Saved entries.
-------

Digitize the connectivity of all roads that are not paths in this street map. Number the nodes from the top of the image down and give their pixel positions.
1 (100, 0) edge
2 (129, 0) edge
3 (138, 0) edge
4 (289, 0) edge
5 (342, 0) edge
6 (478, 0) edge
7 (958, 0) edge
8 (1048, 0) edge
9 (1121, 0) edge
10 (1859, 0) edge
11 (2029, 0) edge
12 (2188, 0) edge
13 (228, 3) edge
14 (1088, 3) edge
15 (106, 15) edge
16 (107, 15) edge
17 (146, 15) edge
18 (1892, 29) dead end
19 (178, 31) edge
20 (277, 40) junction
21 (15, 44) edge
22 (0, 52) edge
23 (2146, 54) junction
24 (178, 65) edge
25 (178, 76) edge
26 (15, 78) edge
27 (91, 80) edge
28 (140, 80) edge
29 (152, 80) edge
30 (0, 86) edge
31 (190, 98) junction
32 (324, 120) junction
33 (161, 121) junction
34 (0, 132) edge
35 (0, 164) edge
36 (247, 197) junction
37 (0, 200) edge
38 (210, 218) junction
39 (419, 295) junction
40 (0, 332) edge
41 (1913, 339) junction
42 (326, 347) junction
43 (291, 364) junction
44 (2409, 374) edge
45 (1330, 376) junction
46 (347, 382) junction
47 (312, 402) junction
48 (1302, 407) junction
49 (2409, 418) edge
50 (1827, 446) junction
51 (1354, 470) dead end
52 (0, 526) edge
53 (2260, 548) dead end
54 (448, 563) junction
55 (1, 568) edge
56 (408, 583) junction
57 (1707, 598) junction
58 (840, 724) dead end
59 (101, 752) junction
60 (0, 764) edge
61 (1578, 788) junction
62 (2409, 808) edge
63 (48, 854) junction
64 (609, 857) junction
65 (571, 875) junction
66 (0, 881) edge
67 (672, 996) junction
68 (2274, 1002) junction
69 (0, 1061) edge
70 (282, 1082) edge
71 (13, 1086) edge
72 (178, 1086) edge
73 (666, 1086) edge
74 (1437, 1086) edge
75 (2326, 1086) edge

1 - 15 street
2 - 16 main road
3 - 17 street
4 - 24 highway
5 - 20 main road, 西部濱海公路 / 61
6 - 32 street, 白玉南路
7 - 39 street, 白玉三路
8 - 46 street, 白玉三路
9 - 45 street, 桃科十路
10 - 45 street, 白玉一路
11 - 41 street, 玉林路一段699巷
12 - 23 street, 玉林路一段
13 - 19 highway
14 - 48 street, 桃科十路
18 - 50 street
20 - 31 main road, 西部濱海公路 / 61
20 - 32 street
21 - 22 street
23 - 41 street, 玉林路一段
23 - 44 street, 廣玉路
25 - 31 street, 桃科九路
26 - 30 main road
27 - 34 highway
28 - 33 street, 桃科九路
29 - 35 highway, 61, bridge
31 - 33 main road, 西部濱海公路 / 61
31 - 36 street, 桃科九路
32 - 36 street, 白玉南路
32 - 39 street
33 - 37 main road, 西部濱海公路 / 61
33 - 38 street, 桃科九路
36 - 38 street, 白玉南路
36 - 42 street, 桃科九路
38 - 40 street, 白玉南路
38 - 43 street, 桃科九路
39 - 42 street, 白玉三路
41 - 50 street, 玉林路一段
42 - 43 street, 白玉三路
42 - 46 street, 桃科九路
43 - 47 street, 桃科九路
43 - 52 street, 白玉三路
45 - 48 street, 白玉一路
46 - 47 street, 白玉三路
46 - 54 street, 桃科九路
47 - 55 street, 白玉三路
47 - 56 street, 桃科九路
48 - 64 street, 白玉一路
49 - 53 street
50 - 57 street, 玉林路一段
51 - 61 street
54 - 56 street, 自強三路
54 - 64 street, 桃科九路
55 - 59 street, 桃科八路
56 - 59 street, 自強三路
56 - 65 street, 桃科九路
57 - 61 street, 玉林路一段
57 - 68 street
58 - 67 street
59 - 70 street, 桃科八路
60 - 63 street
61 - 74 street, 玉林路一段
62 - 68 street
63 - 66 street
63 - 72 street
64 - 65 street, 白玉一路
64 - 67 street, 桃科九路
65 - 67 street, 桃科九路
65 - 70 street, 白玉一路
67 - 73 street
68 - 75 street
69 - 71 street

-------

What the task asks. Look through the entries for the string "西部濱海公路". Every line that has it belongs in the answer.

Output for this task.
5 - 20 main road, 西部濱海公路 / 61
20 - 31 main road, 西部濱海公路 / 61
31 - 33 main road, 西部濱海公路 / 61
33 - 37 main road, 西部濱海公路 / 61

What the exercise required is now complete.